Stored items
·····

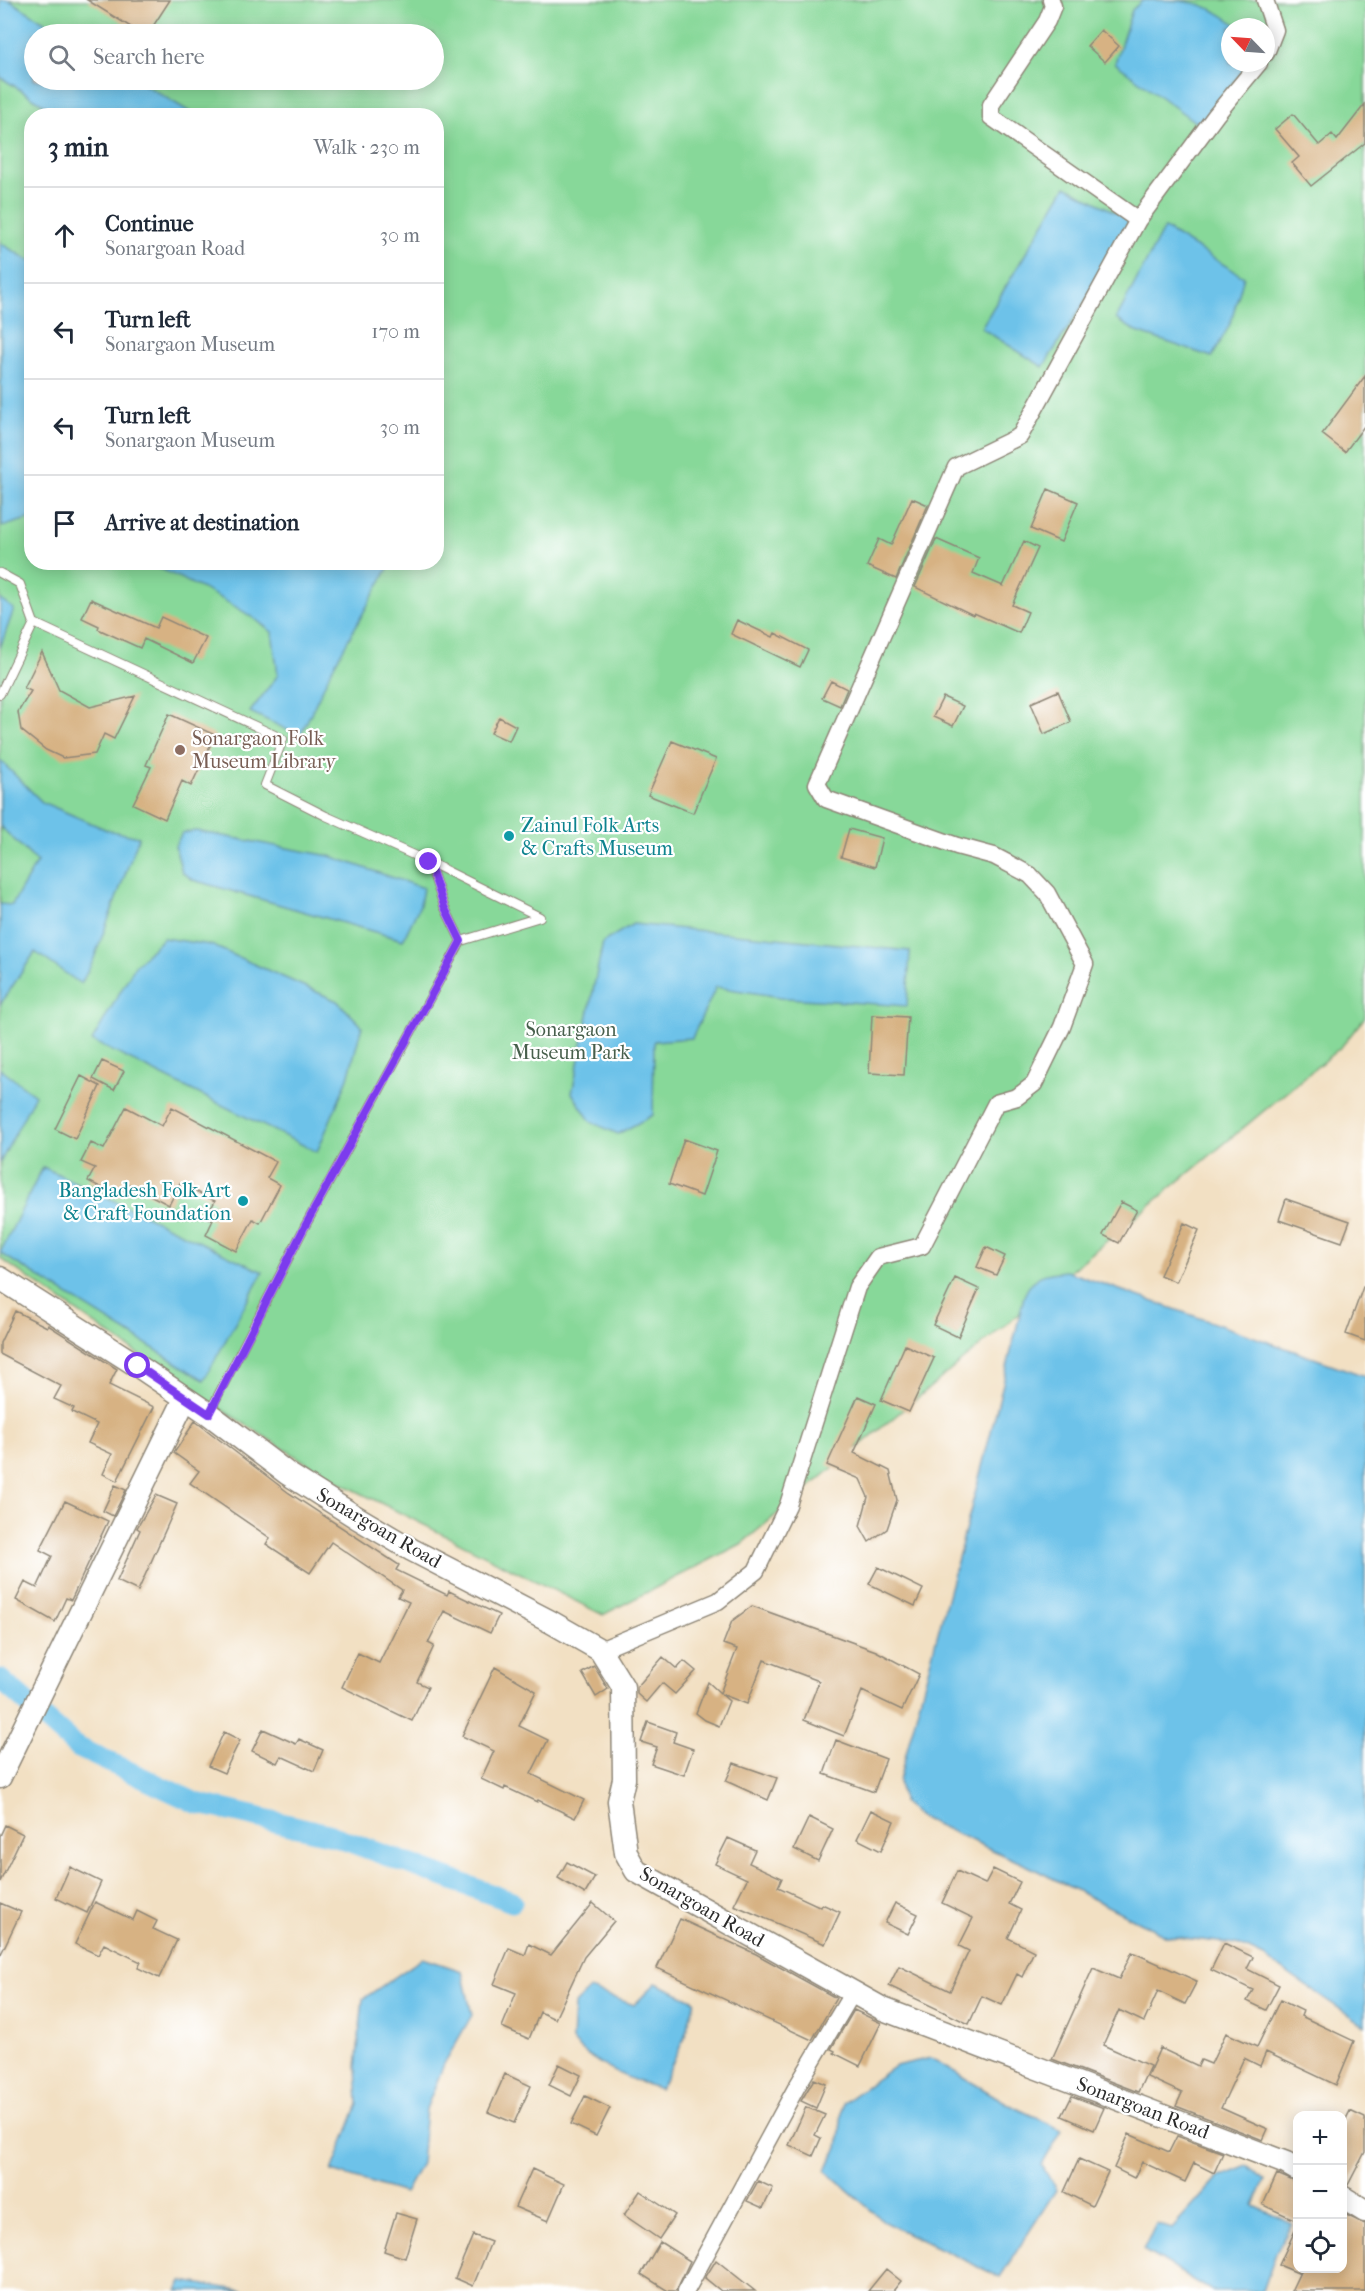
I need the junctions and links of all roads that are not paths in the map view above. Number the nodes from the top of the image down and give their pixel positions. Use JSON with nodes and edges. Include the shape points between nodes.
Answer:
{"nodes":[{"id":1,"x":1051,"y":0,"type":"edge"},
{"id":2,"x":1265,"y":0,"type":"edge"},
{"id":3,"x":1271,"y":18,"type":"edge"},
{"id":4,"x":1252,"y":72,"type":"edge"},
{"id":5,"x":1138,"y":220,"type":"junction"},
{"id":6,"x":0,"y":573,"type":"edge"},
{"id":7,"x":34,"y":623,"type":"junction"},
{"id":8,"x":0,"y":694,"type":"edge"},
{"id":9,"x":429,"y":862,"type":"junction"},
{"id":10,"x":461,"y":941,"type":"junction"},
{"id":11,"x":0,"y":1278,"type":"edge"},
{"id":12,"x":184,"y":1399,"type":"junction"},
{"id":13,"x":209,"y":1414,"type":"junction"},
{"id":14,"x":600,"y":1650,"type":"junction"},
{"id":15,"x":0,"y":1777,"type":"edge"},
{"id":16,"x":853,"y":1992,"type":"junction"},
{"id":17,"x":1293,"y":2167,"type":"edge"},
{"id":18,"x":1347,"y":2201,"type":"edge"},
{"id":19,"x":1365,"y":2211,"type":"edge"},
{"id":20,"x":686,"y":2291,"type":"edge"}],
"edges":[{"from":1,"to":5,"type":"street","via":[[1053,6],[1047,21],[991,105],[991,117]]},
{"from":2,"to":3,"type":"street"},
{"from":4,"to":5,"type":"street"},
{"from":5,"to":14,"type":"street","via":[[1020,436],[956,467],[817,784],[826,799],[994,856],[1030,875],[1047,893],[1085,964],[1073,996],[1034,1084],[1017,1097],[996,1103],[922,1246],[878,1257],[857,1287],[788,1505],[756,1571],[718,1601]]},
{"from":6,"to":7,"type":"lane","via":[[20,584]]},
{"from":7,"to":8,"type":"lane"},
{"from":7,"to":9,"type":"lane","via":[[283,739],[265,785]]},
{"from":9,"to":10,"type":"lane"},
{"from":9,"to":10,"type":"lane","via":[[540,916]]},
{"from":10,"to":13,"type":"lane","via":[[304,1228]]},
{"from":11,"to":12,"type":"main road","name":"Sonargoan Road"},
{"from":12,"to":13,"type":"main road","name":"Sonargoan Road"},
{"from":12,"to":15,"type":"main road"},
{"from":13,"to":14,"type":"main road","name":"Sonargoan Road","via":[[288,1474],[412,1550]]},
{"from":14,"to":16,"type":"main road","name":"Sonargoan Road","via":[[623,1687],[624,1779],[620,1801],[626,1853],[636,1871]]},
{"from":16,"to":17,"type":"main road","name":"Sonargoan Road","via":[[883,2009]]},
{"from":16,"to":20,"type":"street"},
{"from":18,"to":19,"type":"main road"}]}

·····

**INSTRUCTIONS TO FOLLOW:** Above are the records; copy every line in them that holds the word "lane".

**COMPLETED EXERCISE:**
{"from":6,"to":7,"type":"lane","via":[[20,584]]},
{"from":7,"to":8,"type":"lane"},
{"from":7,"to":9,"type":"lane","via":[[283,739],[265,785]]},
{"from":9,"to":10,"type":"lane"},
{"from":9,"to":10,"type":"lane","via":[[540,916]]},
{"from":10,"to":13,"type":"lane","via":[[304,1228]]},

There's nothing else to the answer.